I've seen some wacko tax proposals in my time but the Land Value Tax as proposed by the Bow Group yesterday has to rank as one of the most muddled and ill thought out. It's not even what it says on the tin. It's not a LVT, it's a HVT, a House Value Tax. It seeks to replace Council Tax, Inheritance Tax, Stamp Duty and several more besides by a 1 per cent tax on the value of a house. Barking mad. Like the LibDems' Local Income Tax, it's middle class families who would be stung by this proposal, especially those in London and the South East. If these proposals we're even given the remotest consideration by the Party I have a simple message to Conservative candidates standing in marginal seats. Don't bother. Thankfully George Osborne is far too sensible.
27 comments:
Yep, absolutely barking, totally unworkable nad impractical. This sort of rubbish does nothing for the reputation of hte Party. It is a shame because the Bow Group are normally pretty good.
At least with the LibDem's local income tax there's a logic behind the idea - those who earn more pay more. (though I admit it was poorly presented)
Property based taxes on the other hand are divorced from all reality. The value of a home is not, has not, can ever be a reliable indication of someone's income.
Therefore any property based tax is inherently less fair than any income based system.
Yes Iain, they are mad. If these proposals were ever accepted by the Tory party I would stop looking for a reason to vote for them again. We bought our house for half it's value now some time ago and could only just afford it then. The proposed tax would eject me and my family from our local community. Some "think tanks" are too much tank and not enough think.
Property based taxes on the other hand are divorced from all reality. The value of a home is not, has not, can ever be a reliable indication of someone's income.
Therefore any property based tax is inherently less fair than any income based system.

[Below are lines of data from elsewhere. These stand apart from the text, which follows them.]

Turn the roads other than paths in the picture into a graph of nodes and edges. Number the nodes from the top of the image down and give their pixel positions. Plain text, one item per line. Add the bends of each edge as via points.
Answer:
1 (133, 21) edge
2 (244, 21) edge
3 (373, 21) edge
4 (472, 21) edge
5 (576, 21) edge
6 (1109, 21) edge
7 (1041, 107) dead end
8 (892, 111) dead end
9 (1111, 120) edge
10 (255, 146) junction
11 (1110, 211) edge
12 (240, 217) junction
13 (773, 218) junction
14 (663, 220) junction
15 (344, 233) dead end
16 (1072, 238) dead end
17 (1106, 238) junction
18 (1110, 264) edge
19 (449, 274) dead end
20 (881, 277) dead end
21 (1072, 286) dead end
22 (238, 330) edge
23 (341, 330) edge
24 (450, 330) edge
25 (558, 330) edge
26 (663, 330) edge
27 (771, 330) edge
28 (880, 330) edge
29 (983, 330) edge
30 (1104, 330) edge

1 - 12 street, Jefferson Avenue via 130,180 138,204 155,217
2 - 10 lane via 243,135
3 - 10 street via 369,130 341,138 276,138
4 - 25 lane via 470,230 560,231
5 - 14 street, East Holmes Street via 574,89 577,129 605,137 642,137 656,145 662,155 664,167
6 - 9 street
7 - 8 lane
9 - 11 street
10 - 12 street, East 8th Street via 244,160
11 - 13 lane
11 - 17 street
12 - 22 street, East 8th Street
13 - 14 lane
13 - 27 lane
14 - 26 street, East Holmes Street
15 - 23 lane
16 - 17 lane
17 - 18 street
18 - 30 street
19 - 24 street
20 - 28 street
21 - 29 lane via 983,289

Whilst I don't want to get myself into a long discussion on here as I did on CHome yesterday abou this (and no doubt Iain would have something to say about that as well), but this is just not true above. Income tax is serfdom to the state. And arbitrary at that.
At least land is something that you occupy that the state stands as guarantor to. And what's more you occupy it to the exclusion of others, regardless of how much better used a particular piece of it might be by others.

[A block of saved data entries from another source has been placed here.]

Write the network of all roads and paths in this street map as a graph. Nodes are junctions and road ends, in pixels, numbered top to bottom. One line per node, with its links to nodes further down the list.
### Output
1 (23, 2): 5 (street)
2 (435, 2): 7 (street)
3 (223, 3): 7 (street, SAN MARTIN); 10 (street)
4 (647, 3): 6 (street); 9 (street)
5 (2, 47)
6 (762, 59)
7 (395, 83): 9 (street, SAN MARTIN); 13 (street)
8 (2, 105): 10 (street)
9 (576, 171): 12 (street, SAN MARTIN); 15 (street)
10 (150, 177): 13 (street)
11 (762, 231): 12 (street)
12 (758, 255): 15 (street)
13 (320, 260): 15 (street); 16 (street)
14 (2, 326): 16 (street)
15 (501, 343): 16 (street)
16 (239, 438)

Land value tax (which this is admittedly not whatever Mark calls it) is a market led mechanism, divorced really from "tax and spend" and reflecting the "added value" (economic rent) that community activities around a particular site give to that site (as opposed to the landowner who doesn't do anything to earn land value increases or decreases).

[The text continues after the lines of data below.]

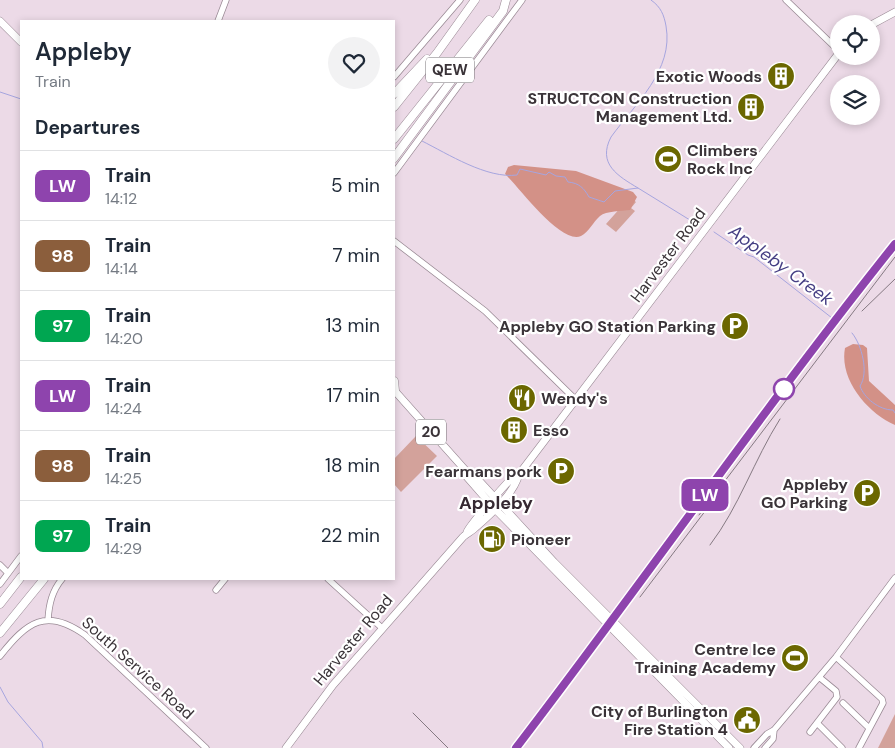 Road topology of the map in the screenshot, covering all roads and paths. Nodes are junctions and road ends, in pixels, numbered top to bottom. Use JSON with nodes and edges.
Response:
{"nodes":[{"id":1,"x":226,"y":0,"type":"edge"},
{"id":2,"x":460,"y":0,"type":"edge"},
{"id":3,"x":475,"y":0,"type":"edge"},
{"id":4,"x":506,"y":0,"type":"edge"},
{"id":5,"x":522,"y":0,"type":"edge"},
{"id":6,"x":786,"y":0,"type":"edge"},
{"id":7,"x":895,"y":12,"type":"edge"},
{"id":8,"x":462,"y":16,"type":"junction"},
{"id":9,"x":218,"y":20,"type":"edge"},
{"id":10,"x":880,"y":20,"type":"edge"},
{"id":11,"x":0,"y":22,"type":"edge"},
{"id":12,"x":20,"y":41,"type":"edge"},
{"id":13,"x":830,"y":43,"type":"edge"},
{"id":14,"x":830,"y":64,"type":"edge"},
{"id":15,"x":395,"y":76,"type":"edge"},
{"id":16,"x":395,"y":93,"type":"edge"},
{"id":17,"x":395,"y":106,"type":"edge"},
{"id":18,"x":395,"y":138,"type":"edge"},
{"id":19,"x":395,"y":157,"type":"edge"},
{"id":20,"x":395,"y":172,"type":"edge"},
{"id":21,"x":395,"y":242,"type":"edge"},
{"id":22,"x":395,"y":391,"type":"edge"},
{"id":23,"x":576,"y":400,"type":"junction"},
{"id":24,"x":467,"y":472,"type":"junction"},
{"id":25,"x":520,"y":474,"type":"junction"},
{"id":26,"x":494,"y":502,"type":"junction"},
{"id":27,"x":20,"y":557,"type":"edge"},
{"id":28,"x":0,"y":565,"type":"edge"},
{"id":29,"x":8,"y":573,"type":"junction"},
{"id":30,"x":20,"y":578,"type":"edge"},
{"id":31,"x":895,"y":578,"type":"edge"},
{"id":32,"x":43,"y":580,"type":"edge"},
{"id":33,"x":61,"y":580,"type":"edge"},
{"id":34,"x":224,"y":580,"type":"edge"},
{"id":35,"x":329,"y":580,"type":"edge"},
{"id":36,"x":0,"y":584,"type":"edge"},
{"id":37,"x":216,"y":590,"type":"dead end"},
{"id":38,"x":0,"y":604,"type":"edge"},
{"id":39,"x":48,"y":620,"type":"junction"},
{"id":40,"x":382,"y":628,"type":"junction"},
{"id":41,"x":0,"y":633,"type":"edge"},
{"id":42,"x":0,"y":656,"type":"edge"},
{"id":43,"x":836,"y":657,"type":"junction"},
{"id":44,"x":819,"y":676,"type":"junction"},
{"id":45,"x":843,"y":703,"type":"dead end"},
{"id":46,"x":818,"y":724,"type":"junction"},
{"id":47,"x":869,"y":728,"type":"junction"},
{"id":48,"x":774,"y":730,"type":"junction"},
{"id":49,"x":810,"y":732,"type":"dead end"},
{"id":50,"x":206,"y":748,"type":"edge"},
{"id":51,"x":286,"y":748,"type":"edge"},
{"id":52,"x":729,"y":748,"type":"edge"},
{"id":53,"x":740,"y":748,"type":"edge"},
{"id":54,"x":754,"y":748,"type":"edge"},
{"id":55,"x":765,"y":748,"type":"edge"},
{"id":56,"x":842,"y":748,"type":"edge"},
{"id":57,"x":859,"y":748,"type":"edge"}],
"edges":[{"from":1,"to":9,"type":"street"},
{"from":2,"to":15,"type":"street"},
{"from":3,"to":8,"type":"highway","number":"QEW"},
{"from":4,"to":18,"type":"highway","number":"QEW"},
{"from":4,"to":19,"type":"highway"},
{"from":5,"to":20,"type":"street"},
{"from":6,"to":13,"type":"street"},
{"from":7,"to":10,"type":"main road"},
{"from":8,"to":16,"type":"highway"},
{"from":8,"to":17,"type":"highway","number":"QEW"},
{"from":11,"to":12,"type":"main road"},
{"from":14,"to":23,"type":"main road","name":"Harvester Road"},
{"from":21,"to":23,"type":"street"},
{"from":22,"to":24,"type":"main road","number":"20"},
{"from":23,"to":25,"type":"main road","name":"Harvester Road"},
{"from":24,"to":26,"type":"main road","number":"20"},
{"from":24,"to":26,"type":"main road","number":"20"},
{"from":25,"to":26,"type":"main road","name":"Harvester Road"},
{"from":25,"to":26,"type":"main road","name":"Harvester Road"},
{"from":26,"to":40,"type":"main road","name":"Harvester Road"},
{"from":26,"to":52,"type":"main road","number":"20"},
{"from":26,"to":53,"type":"main road","number":"20"},
{"from":27,"to":29,"type":"street"},
{"from":28,"to":29,"type":"street"},
{"from":29,"to":36,"type":"street"},
{"from":30,"to":38,"type":"highway"},
{"from":31,"to":43,"type":"street"},
{"from":32,"to":41,"type":"highway"},
{"from":33,"to":39,"type":"street"},
{"from":34,"to":37,"type":"street"},
{"from":35,"to":40,"type":"street"},
{"from":39,"to":42,"type":"street"},
{"from":39,"to":50,"type":"street","name":"South Service Road"},
{"from":40,"to":51,"type":"main road","name":"Harvester Road"},
{"from":43,"to":44,"type":"street"},
{"from":43,"to":47,"type":"street"},
{"from":44,"to":46,"type":"street"},
{"from":44,"to":48,"type":"street"},
{"from":45,"to":47,"type":"street"},
{"from":46,"to":49,"type":"street"},
{"from":46,"to":56,"type":"street"},
{"from":47,"to":57,"type":"street"},
{"from":48,"to":54,"type":"street"},
{"from":48,"to":55,"type":"street"}]}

You only see it as unfair because we are more used today to paying for our homes in one lump sum at the beginning (and owing the bank for a further number of years in most cases) - hence you have an idea that it's "yours, all yours". There are more social costs to underuse of precious and scarce land than there are to you making a high income. I'd far rather tax the former than the latter.
Isn't it a bit embarrassing for the Tories to have spent so long attacking the Lib Dems on LIT for hitting the middle classes only to come up with a policy that would hit them even harder?!
Inamicus, ad you well know, these proposals are not Tory proposals. They are being put forward by the Bow Group.
For all the talk of population density, overcrowding etc there is an acre of land for each person in the UK. Land ownership is dominated by a handful of groups (namely Church, MoD, farms and heirs). Currently, land can be sat on (i.e not used usefully) at virtually no cost to the owner. Faced with even a tiny annual cost land owners will have to use their land productively or sell it. I am very supportive of the idea.
I would wholly advocate bringing such a tax in at a very nominal level and slowly replace the other less fair taxes over a period of say 20 years.
As Martin Hoscik says all property based taxes are completely mad. The value of a house has nothing to do with how much money the council spends on services you use. We'd be far better off bringing back the community charge at a very low level, and making some council services PAYG.
Surely you are being a premature on this Ian. To get rid of IHT and Capital Gains would be a dream for most middle class families. Lets face it - for a MC family who owns a house worth £1m, his NOK is going to get stung for possibly £300,000 at full rate - that is 30 years of paying the proposes property tax. If CGT goes too then imagine how much more fluid the property market would be. It would be fantastic. I dont know if I fully agree as I would get massively clobbered by this - property rich, income low - but this sort of thinking should be praised not slated because we need radical thinking. Dont strangle it before it has a chance...
Martin Hoscik says that property taxes are "divorced from all reality" because the value of property isn't connected to someone's income. Isn't that a non sequitur? The implication would be that no tax, other than one based on income, is valid.
There is in the Bow Group paper a suggestion that people living in large properties with small incomes should defer their tax liability until death, when it gets collected from their estate. I don't think this is practical (and I can see the fun the Daily Mail would have with it), but I don't see the problem with property-based taxes per se. Practically every country has one.
Without going all Henry George about the idea, why is it so wrong in principle to tax people based on their accumulated assets rather than the amount they are taking in?
I can almost feel the taps run dry with Hayek's grandad in charge.
Jock - thanks for the link at to Con Home.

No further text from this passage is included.